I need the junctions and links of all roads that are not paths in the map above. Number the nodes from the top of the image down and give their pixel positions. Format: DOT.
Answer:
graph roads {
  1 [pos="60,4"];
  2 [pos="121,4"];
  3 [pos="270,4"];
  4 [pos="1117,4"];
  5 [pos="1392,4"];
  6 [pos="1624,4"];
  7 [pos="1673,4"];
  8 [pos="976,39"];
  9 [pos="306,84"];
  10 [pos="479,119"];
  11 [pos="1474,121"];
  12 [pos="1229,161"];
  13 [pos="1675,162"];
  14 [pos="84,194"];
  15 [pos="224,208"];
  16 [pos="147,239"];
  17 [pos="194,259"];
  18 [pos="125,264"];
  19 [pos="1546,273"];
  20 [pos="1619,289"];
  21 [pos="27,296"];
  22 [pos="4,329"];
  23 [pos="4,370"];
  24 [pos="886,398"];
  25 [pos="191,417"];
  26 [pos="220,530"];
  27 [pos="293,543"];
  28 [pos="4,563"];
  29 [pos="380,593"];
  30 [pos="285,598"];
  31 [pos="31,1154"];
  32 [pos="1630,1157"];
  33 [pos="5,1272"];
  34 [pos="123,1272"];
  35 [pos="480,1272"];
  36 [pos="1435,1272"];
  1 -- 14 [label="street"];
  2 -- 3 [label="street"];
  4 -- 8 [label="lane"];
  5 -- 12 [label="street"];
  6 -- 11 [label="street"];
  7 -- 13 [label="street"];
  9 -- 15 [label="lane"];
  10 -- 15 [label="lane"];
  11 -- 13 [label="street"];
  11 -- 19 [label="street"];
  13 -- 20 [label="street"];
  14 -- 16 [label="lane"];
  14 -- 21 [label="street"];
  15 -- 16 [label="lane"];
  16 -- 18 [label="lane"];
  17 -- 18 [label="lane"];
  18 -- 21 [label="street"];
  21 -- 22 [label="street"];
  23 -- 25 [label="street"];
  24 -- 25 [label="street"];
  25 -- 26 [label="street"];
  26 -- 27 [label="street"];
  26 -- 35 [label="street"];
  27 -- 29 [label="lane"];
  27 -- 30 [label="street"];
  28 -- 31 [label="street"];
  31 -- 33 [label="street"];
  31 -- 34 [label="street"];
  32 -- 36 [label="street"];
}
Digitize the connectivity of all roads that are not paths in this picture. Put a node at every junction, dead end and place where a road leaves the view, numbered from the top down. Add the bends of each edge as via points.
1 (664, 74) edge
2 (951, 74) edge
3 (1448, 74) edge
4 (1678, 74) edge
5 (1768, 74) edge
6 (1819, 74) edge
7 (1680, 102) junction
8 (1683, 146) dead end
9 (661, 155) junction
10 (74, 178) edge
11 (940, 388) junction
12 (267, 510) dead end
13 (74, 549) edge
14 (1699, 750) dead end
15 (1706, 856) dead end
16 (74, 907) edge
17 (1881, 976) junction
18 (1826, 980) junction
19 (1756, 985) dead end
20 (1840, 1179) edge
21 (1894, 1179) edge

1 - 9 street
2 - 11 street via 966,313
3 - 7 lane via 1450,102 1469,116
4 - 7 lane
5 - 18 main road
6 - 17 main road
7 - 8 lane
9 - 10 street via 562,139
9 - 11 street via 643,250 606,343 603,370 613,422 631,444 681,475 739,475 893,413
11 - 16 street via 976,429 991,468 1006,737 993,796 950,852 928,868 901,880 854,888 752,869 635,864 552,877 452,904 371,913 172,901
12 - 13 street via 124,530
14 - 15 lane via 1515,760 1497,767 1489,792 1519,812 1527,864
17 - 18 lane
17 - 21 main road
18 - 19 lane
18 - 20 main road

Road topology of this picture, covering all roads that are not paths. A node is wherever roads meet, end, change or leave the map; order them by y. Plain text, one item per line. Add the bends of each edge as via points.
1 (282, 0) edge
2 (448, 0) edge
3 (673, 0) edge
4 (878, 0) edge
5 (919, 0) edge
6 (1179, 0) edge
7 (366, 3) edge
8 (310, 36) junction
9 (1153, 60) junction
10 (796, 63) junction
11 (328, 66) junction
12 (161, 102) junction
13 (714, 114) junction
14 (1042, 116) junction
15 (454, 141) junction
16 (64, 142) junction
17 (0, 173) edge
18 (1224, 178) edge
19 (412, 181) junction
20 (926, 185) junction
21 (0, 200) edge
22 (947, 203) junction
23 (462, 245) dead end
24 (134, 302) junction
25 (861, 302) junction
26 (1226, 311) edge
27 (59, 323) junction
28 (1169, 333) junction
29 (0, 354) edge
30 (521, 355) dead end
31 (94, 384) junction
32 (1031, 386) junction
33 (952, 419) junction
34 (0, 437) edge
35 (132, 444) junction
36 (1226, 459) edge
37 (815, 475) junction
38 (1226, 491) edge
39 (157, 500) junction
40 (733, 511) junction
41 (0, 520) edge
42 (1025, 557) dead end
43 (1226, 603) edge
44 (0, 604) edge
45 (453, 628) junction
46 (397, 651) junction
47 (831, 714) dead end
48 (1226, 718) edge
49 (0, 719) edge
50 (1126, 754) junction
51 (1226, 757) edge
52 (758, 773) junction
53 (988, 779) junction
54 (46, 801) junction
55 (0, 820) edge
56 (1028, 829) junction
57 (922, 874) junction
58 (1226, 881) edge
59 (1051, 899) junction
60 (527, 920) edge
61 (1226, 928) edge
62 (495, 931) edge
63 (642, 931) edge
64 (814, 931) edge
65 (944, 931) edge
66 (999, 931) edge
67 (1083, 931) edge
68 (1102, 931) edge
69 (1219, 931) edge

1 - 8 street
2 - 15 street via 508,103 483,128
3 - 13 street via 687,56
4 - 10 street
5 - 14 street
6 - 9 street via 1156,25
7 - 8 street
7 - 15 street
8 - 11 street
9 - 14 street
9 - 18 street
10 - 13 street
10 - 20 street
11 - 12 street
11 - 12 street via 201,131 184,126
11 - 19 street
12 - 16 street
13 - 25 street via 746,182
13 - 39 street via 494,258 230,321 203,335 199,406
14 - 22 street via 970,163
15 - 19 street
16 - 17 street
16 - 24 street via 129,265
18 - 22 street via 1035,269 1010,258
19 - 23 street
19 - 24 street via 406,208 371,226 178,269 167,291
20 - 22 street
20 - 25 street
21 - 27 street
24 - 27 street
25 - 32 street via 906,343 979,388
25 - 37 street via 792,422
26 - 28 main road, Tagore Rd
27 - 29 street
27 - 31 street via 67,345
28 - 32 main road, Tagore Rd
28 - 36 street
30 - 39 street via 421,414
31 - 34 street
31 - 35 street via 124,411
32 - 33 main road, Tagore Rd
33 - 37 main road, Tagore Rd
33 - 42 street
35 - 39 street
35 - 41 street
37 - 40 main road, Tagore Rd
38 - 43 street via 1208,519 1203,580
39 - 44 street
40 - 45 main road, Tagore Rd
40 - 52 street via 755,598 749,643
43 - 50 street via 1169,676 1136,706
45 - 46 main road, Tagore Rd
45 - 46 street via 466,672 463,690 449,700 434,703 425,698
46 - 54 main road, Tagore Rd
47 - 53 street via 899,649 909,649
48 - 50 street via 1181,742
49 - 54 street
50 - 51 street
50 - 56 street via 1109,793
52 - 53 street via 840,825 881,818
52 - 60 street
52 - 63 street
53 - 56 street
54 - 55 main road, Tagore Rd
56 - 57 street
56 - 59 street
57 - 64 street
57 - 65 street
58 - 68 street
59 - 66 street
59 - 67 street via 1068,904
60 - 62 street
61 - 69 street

[TASK DIRECTIONS]: The string "bends" shows up in some lines of the listing. Copy each such line.

[OUTPUT]:
Digitize the connectivity of all roads that are not paths in this picture. Put a node at every junction, dead end and place where a road leaves the view, numbered from the top down. Add the bends of each edge as via points.
Road topology of this picture, covering all roads that are not paths. A node is wherever roads meet, end, change or leave the map; order them by y. Plain text, one item per line. Add the bends of each edge as via points.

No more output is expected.